Introduction: The appearance of monoclonal antibodies, and specifically, rituximab, has provided a new approach to treating non-Hodgkin's lymphomas and rheumatoid arthritis. The purpose of this study is to analyse whether this drug is used according to its package leaflet in clinical practice, evaluate the treatment's efficacy and determine its cost.
Methods: Ambispective, observational single-centre study of medication use set up as a prescription evaluation for the indication of rituximab in a tertiary hospital between March 2003 and 31 December 2007.
Results: 82 of the 221 patients who were treated (37.1 %) received the drug for a condition that does not appear in the package leaflet. 51.1 % and 27.5 % of response and progression were registered for approved diagnoses and 34.9 % and 47 % for non-approved diagnoses; the death rate was 25.3 % and 41.5 % respectively.
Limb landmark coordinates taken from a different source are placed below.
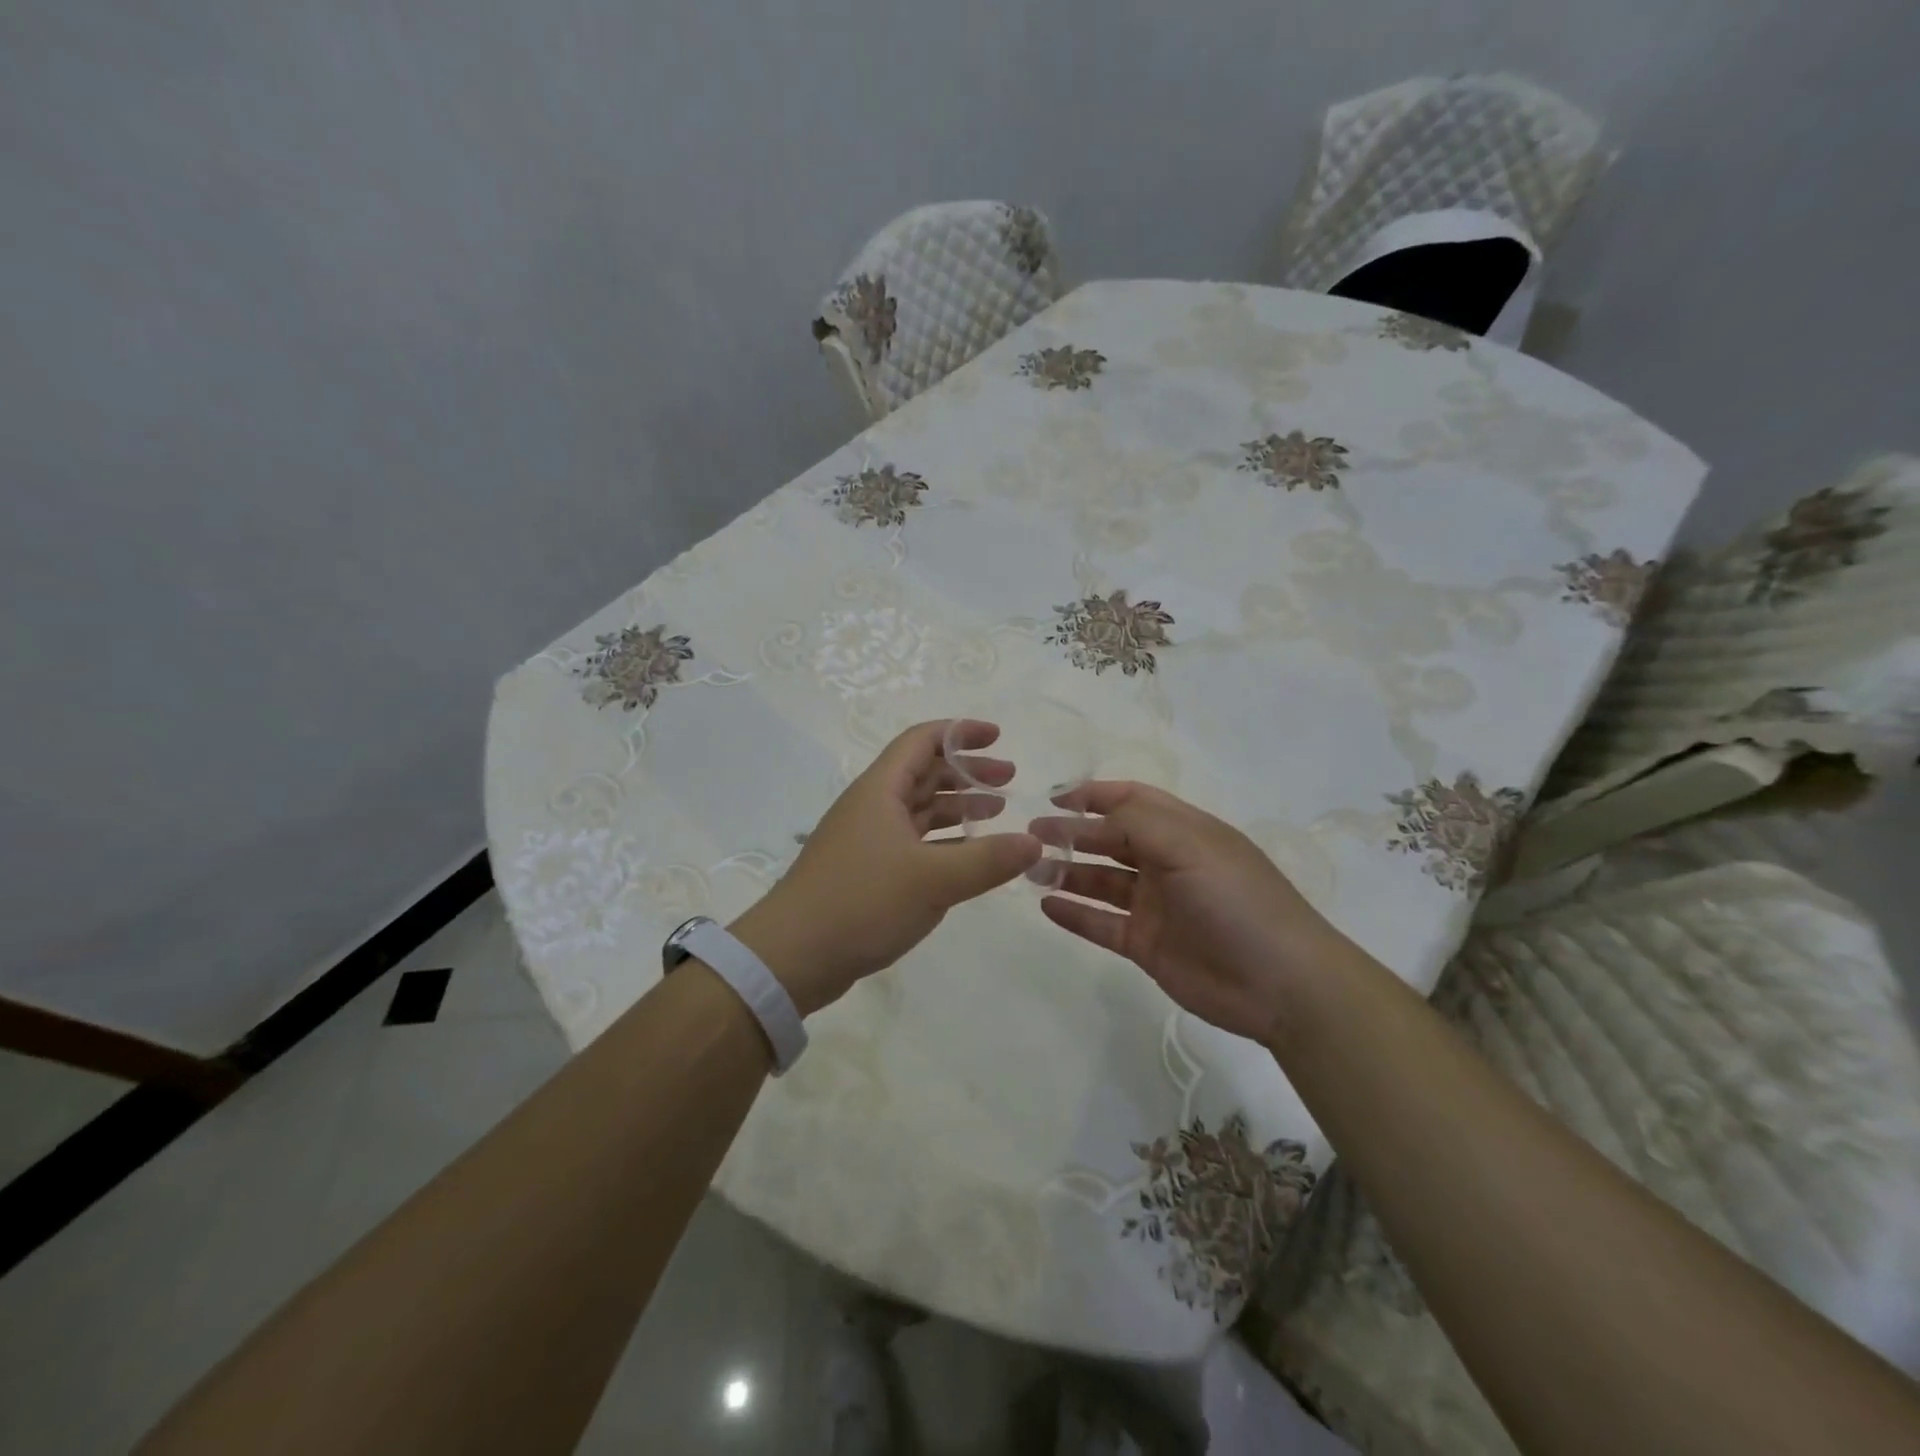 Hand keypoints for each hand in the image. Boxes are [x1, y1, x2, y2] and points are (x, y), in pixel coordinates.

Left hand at [731, 720, 1041, 1015]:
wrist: (792, 957)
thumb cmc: (862, 902)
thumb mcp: (933, 880)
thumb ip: (988, 860)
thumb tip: (1035, 842)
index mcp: (880, 790)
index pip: (922, 740)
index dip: (961, 732)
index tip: (998, 736)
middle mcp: (872, 806)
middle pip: (923, 772)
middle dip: (967, 772)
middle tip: (1009, 780)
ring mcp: (867, 840)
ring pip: (918, 809)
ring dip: (956, 806)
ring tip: (997, 812)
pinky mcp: (865, 872)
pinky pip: (912, 842)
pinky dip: (942, 841)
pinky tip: (965, 857)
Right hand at [1032, 781, 1350, 1044]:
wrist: (1281, 984)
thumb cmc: (1237, 901)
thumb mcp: (1190, 846)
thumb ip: (1137, 823)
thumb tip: (1091, 817)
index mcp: (1183, 832)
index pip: (1132, 801)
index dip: (1094, 795)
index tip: (1054, 797)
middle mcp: (1166, 863)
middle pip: (1110, 840)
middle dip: (1071, 834)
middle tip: (1030, 835)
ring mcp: (1155, 906)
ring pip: (1101, 881)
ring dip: (1066, 872)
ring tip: (1030, 870)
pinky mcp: (1146, 945)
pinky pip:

The mean cost per treatment episode was the highest for idiopathic thrombocytopenic purpura (11,683 euro), whilst the highest treatment cost per patient was associated with follicular lymphoma (15,940 euro).
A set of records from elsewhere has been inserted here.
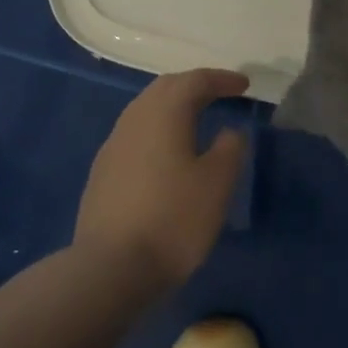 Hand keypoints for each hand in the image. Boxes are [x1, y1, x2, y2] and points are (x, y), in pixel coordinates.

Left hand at [75, 68, 249, 289]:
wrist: (111, 267)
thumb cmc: (174, 219)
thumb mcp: (217, 184)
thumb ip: (229, 148)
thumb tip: (229, 130)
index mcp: (164, 113)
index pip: (195, 81)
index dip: (222, 79)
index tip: (244, 85)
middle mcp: (134, 119)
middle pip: (166, 88)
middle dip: (194, 85)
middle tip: (220, 94)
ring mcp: (113, 145)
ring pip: (146, 109)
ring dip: (173, 106)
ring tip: (196, 118)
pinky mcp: (103, 171)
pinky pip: (135, 134)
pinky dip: (157, 129)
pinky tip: (167, 152) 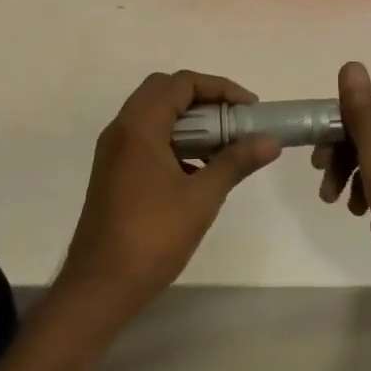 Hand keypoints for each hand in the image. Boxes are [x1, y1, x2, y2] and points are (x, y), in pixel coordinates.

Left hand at [56, 70, 279, 321]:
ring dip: (189, 120)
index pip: (181, 83)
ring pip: (154, 115)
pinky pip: (147, 138)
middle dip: (204, 99)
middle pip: (165, 91)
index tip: (249, 109)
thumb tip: (271, 140)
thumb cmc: (152, 237)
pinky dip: (174, 139)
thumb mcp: (202, 197)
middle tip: (234, 120)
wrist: (100, 287)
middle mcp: (122, 129)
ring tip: (222, 144)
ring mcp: (114, 151)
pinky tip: (198, 169)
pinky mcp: (114, 172)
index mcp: (139, 126)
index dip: (220, 88)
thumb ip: (236, 162) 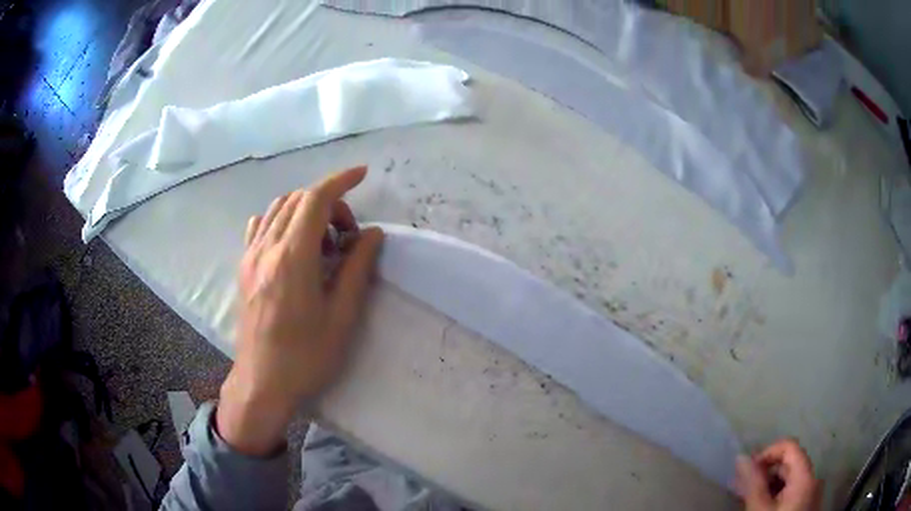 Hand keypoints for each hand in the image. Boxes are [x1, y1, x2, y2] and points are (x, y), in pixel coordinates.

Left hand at [216, 166, 383, 455]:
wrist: (262, 383)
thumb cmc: (306, 357)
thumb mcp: (342, 316)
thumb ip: (357, 268)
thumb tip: (371, 234)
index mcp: (292, 258)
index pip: (315, 199)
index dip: (341, 181)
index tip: (362, 174)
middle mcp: (266, 248)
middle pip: (297, 200)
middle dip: (328, 203)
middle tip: (347, 236)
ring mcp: (250, 257)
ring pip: (277, 209)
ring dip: (305, 211)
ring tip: (323, 243)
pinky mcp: (243, 268)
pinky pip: (260, 226)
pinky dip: (281, 221)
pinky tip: (293, 244)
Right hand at [736, 439, 820, 510]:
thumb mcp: (759, 509)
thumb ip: (753, 483)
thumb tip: (741, 458)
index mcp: (806, 475)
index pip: (789, 446)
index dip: (767, 453)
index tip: (747, 470)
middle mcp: (814, 478)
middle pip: (790, 464)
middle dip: (766, 473)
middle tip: (744, 489)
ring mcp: (813, 492)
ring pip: (791, 479)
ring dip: (770, 485)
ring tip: (751, 500)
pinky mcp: (808, 505)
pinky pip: (794, 491)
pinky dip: (778, 495)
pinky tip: (764, 507) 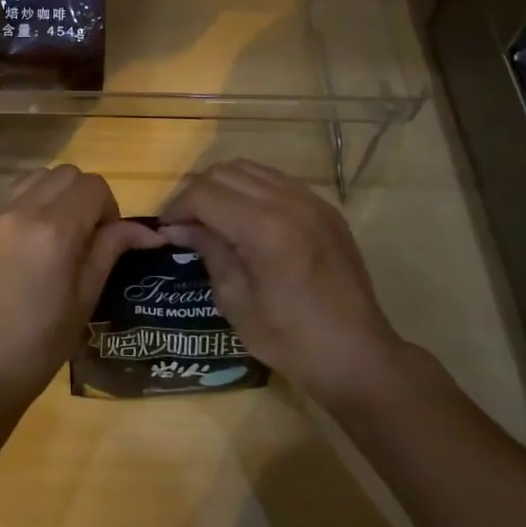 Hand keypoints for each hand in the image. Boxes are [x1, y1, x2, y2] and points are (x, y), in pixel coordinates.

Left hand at [0, 165, 163, 409]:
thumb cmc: (40, 344)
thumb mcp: (85, 298)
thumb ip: (111, 250)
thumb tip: (146, 231)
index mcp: (54, 229)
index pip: (93, 186)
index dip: (109, 208)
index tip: (106, 240)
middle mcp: (19, 211)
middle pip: (64, 174)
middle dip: (83, 196)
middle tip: (84, 236)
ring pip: (32, 179)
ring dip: (52, 196)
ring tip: (53, 238)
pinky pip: (5, 203)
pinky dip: (23, 213)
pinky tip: (20, 254)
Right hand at [160, 159, 405, 404]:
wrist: (359, 357)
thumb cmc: (291, 340)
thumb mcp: (236, 301)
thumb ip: (209, 251)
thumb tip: (178, 228)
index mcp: (263, 228)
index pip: (204, 194)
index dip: (178, 208)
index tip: (166, 230)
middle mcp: (287, 201)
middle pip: (224, 173)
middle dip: (196, 194)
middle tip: (185, 224)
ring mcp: (310, 201)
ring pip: (250, 169)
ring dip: (223, 187)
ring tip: (212, 218)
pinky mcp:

Discussion: We found that the main cause of the high rate of non-compliance with the package leaflet is patient lack of response to standard treatments, together with clinical practice guides that support the use of rituximab for conditions other than those for which it is indicated. Nevertheless, most of the clinical trials evaluating the efficacy of rituximab for these unauthorized diagnostic profiles have poor methodology, are in phase II, are open studies, have low patient numbers, or in some cases, are not comparative.